─── Extracted records ───

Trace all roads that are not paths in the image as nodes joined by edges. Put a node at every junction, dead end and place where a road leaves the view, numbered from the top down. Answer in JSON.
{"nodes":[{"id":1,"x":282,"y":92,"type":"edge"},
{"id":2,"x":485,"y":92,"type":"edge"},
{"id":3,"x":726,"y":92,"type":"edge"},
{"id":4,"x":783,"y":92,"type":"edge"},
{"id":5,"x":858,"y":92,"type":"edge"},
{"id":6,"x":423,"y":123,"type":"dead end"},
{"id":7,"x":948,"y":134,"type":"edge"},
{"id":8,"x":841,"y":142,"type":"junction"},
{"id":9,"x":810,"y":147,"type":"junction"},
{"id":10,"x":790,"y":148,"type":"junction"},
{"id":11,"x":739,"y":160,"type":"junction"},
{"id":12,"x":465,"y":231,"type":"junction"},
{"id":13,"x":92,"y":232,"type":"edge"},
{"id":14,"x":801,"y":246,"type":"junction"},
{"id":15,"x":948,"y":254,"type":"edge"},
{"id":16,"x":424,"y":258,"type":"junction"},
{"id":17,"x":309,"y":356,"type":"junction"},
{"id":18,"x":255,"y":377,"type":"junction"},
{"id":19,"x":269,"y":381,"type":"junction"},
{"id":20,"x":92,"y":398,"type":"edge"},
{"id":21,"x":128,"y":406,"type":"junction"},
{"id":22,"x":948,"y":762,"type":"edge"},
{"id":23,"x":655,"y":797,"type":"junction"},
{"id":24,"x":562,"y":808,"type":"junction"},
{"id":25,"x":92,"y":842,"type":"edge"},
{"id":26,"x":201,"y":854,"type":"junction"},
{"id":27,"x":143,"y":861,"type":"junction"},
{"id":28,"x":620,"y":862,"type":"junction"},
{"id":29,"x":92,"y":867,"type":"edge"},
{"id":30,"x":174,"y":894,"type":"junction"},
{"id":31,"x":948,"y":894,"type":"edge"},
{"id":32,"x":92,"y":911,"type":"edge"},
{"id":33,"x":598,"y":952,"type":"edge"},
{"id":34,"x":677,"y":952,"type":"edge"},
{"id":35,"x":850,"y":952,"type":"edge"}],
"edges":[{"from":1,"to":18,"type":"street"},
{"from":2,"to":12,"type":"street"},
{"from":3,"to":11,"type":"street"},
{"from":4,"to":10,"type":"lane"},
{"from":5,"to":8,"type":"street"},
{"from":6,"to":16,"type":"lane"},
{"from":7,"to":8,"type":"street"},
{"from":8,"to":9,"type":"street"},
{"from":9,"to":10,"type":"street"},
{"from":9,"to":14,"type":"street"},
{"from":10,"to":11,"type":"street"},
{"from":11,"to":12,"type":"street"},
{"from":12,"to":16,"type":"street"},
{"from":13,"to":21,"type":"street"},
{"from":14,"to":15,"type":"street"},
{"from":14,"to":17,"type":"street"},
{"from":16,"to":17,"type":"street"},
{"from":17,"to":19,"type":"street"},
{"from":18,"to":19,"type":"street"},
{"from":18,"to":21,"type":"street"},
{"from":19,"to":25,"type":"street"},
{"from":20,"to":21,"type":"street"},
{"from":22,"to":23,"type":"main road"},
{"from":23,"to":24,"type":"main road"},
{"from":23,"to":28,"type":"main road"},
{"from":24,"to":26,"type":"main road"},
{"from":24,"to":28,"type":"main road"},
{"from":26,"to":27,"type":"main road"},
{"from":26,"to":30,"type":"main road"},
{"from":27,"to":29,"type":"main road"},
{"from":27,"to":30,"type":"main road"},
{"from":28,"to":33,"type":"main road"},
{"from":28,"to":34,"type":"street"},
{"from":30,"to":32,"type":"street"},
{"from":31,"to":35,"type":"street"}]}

───

> **Task prompt**: Reproduce every line of the data so that nothing differs from the original.

> **Output**:
Trace all roads that are not paths in the image as nodes joined by edges. Put a node at every junction, dead end and place where a road leaves the view, numbered from the top down. Answer in JSON.
{"nodes":[{"id":1,"x":282,"y":92,"type":"edge"},
{"id":2,"x":485,"y":92,"type":"edge"},
{"id":3,"x":726,"y":92,"type":"edge"},
{"id":4,"x":783,"y":92,"type":"edge"},
{"id":5,"x":858,"y":92,"type":"edge"},
{"id":6,"x":423,"y":123,"type":"dead end"},
{"id":7,"x":948,"y":134,"type":"edge"},
{"id":8,"x":841,"y":142,"type":"junction"},
{"id":9,"x":810,"y":147,"type":"junction"},
{"id":10,"x":790,"y":148,"type":"junction"},
{"id":11,"x":739,"y":160,"type":"junction"},
{"id":12,"x":465,"y":231,"type":"junction"},
{"id":13,"x":92,"y":232,"type":"edge"},
{"id":14,"x":801,"y":246,"type":"junction"},
{"id":15,"x":948,"y":254,"type":"edge"},
{"id":16,"x":424,"y":258,"type":"junction"},
{"id":17,"x":309,"y":356,"type":"junction"},
{"id":18,"x":255,"y":377,"type":"junction"},
{"id":19,"x":269,"y":381,"type":"junction"},
{"id":20,"x":92,"y":398,"type":"edge"},
{"id":21,"x":128,"y":406,"type":"junction"},
{"id":22,"x":948,"y":762,"type":"edge"},
{"id":23,"x":655,"y":797,"type":"junction"},
{"id":24,"x":562,"y":808,"type":"junction"},
{"id":25,"x":92,"y":842,"type":"edge"},
{"id":26,"x":201,"y":854,"type":"junction"},
{"id":27,"x":143,"y":861,"type":"junction"},
{"id":28,"x":620,"y":862,"type":"junction"},
{"id":29,"x":92,"y":867,"type":"edge"},
{"id":30,"x":174,"y":894,"type":"junction"},
{"id":31,"x":948,"y":894,"type":"edge"},
{"id":32,"x":92,"y":911,"type":"edge"},
{"id":33,"x":598,"y":952,"type":"edge"},
{"id":34,"x":677,"y":952,"type":"edge"},
{"id":35,"x":850,"y":952,"type":"edge"}],
"edges":[{"from":1,"to":18,"type":"street"},
{"from":2,"to":12,"type":"street"},
{"from":3,"to":11,"type":"street"},
{"from":4,"to":10,"type":"lane"},
{"from":5,"to":8,"type":"street"},
{"from":6,"to":16,"type":"lane"},
{"from":7,"to":8,"type":"street"},
{"from":8,"to":9,"type":"street"},
{"from":9,"to":10,"type":"street"},
{"from":9,"to":14,"type":"street"},
{"from":10,"to":11,"type":"street"},
{"from":11,"to":12,"type":"street"},
{"from":12,"to":16,"type":"street"},
{"from":13,"to":21,"type":"street"},
{"from":14,"to":15,"type":"street"},
{"from":14,"to":17,"type":"street"},
{"from":16,"to":17,"type":"street"},
{"from":17,"to":19,"type":"street"},
{"from":18,"to":19,"type":"street"},
{"from":18,"to":21,"type":"street"},
{"from":19,"to":25,"type":"street"},
{"from":20,"to":21,"type":"street"},
{"from":22,"to":23,"type":"main road"},
{"from":23,"to":24,"type":"main road"},
{"from":23,"to":28,"type":"main road"},
{"from":24,"to":26,"type":"main road"},
{"from":24,"to":28,"type":"main road"},
{"from":26,"to":27,"type":"main road"},
{"from":26,"to":30,"type":"main road"},
{"from":27,"to":29,"type":"main road"},
{"from":27,"to":30,"type":"main road"},
{"from":28,"to":33,"type":"main road"},
{"from":28,"to":34,"type":"street"},
{"from":30,"to":32,"type":"street"},
{"from":31,"to":35,"type":"street"}]}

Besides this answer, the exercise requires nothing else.